Dec. 21 (Bloomberg) -- Taiwan’s government bonds fell for a fourth day and the local dollar strengthened after U.S. housing starts rose more than economists forecast, brightening the outlook for the island’s exporters.
The MSCI Asia-Pacific Index of stocks rose by the most in almost three weeks after official data yesterday showed housing starts increased 9 percent to 685,000 in November, exceeding the highest estimate of economists surveyed by Bloomberg News. Taiwan’s Financial Supervisory Commission said yesterday it will let Chinese banks buy stakes in local lenders and financial holding companies, starting Jan. 2.

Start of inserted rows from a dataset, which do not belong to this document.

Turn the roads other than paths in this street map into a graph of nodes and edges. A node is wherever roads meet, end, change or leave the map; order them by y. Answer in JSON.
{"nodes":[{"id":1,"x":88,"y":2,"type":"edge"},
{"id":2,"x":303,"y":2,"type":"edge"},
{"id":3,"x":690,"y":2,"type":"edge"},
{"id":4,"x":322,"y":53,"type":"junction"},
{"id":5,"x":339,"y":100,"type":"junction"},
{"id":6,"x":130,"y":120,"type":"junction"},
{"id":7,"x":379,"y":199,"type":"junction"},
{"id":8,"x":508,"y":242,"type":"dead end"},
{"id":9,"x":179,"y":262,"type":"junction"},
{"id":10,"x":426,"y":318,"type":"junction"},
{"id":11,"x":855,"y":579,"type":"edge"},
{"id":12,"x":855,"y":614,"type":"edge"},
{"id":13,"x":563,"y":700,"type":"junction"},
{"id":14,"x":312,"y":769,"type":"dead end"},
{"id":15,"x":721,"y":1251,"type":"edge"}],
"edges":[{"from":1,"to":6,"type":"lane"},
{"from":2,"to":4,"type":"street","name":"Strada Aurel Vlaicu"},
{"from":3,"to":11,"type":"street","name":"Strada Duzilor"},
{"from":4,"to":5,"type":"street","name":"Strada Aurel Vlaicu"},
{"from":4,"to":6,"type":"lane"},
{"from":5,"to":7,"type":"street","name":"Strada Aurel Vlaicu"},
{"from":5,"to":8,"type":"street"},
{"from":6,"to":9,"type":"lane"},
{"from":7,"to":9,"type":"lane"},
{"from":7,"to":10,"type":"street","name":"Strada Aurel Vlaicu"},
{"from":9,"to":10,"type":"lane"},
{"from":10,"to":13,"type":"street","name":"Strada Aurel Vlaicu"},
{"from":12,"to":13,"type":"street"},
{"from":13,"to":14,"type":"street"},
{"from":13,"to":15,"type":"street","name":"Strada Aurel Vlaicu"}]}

“Yields are up today as there’s some strong and positive news out there supporting stocks,” said Albert Lee, a Taipei-based fixed-income trader at Cathay United Bank Co. “Yields have room to go up before the end of the year as investors scale back their rate-cut speculation.”

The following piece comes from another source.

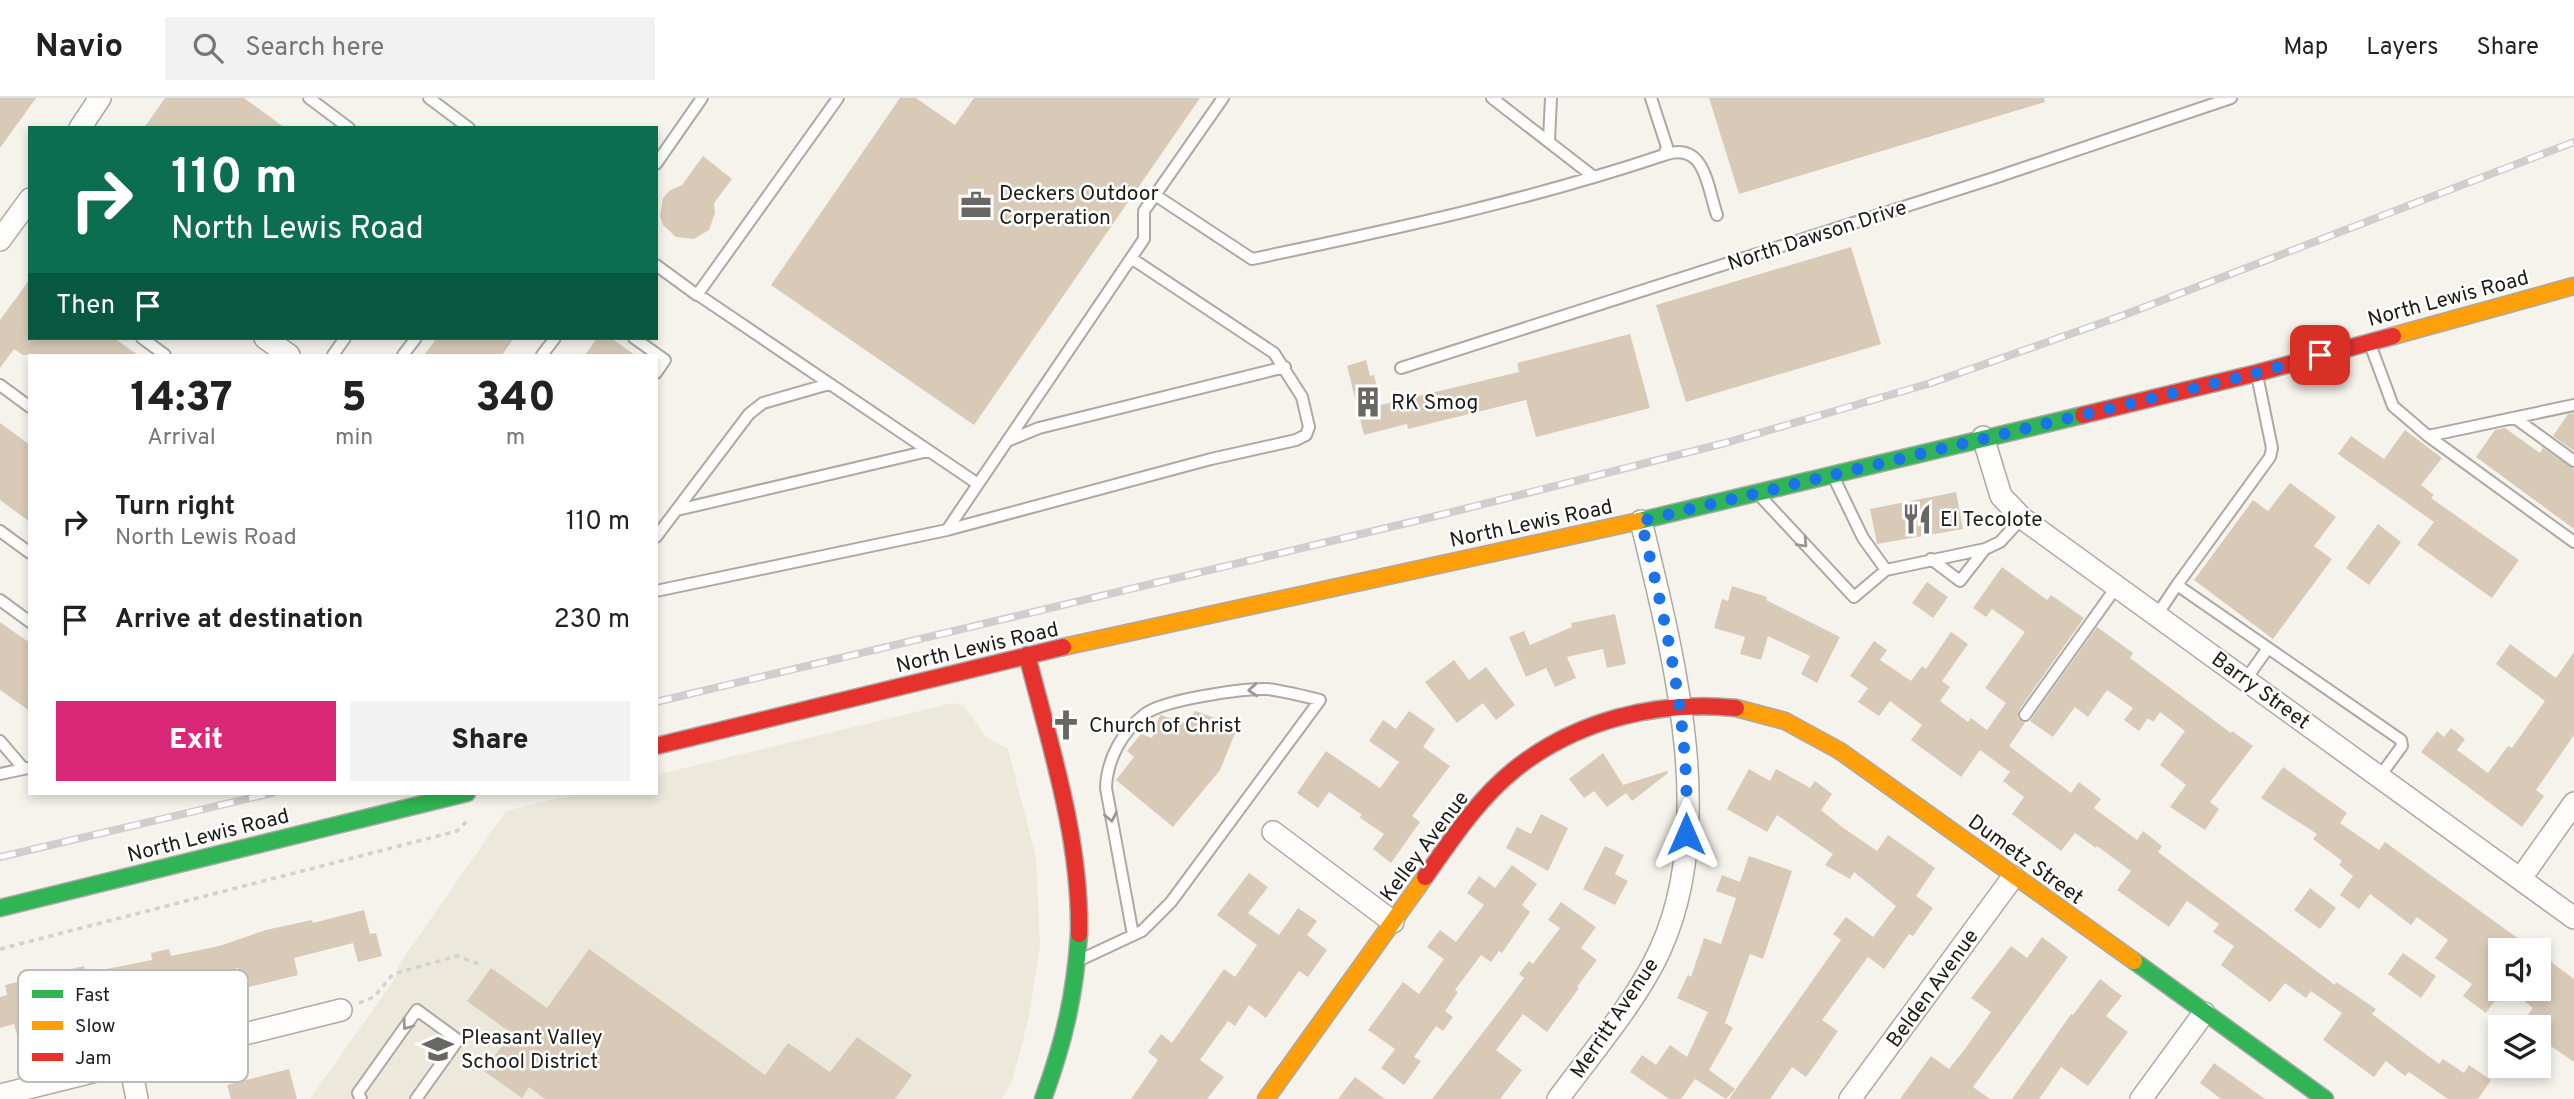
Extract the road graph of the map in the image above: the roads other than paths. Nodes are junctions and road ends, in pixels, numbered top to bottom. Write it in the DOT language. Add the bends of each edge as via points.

The yield on Taiwan’s 1.25 percent bonds due September 2021, the most-traded government securities, increased one basis point to 1.28 percent, prices from Gretai Securities Market show. Benchmark 10-year rates may rise to 1.3 percent by the end of the year, Lee forecast.
Taiwan will announce its 2012 debt issuance plan on Dec. 23. Eight of 10 economists surveyed by Bloomberg predict central bank Governor Perng Fain-nan and his board will leave interest rates unchanged at 1.875 percent when they review borrowing costs on Dec. 29. Two expect a cut to 1.750 percent.
The Taiwan dollar gained 0.2 percent to NT$30.285 against its U.S. counterpart, according to Taipei Forex Inc. It touched NT$30.210 earlier, the strongest level in a week.
The overnight money-market rate, which measures interbank funding availability, was little changed at 0.398 percent, according to a weighted average compiled by the Taiwan Interbank Money Center.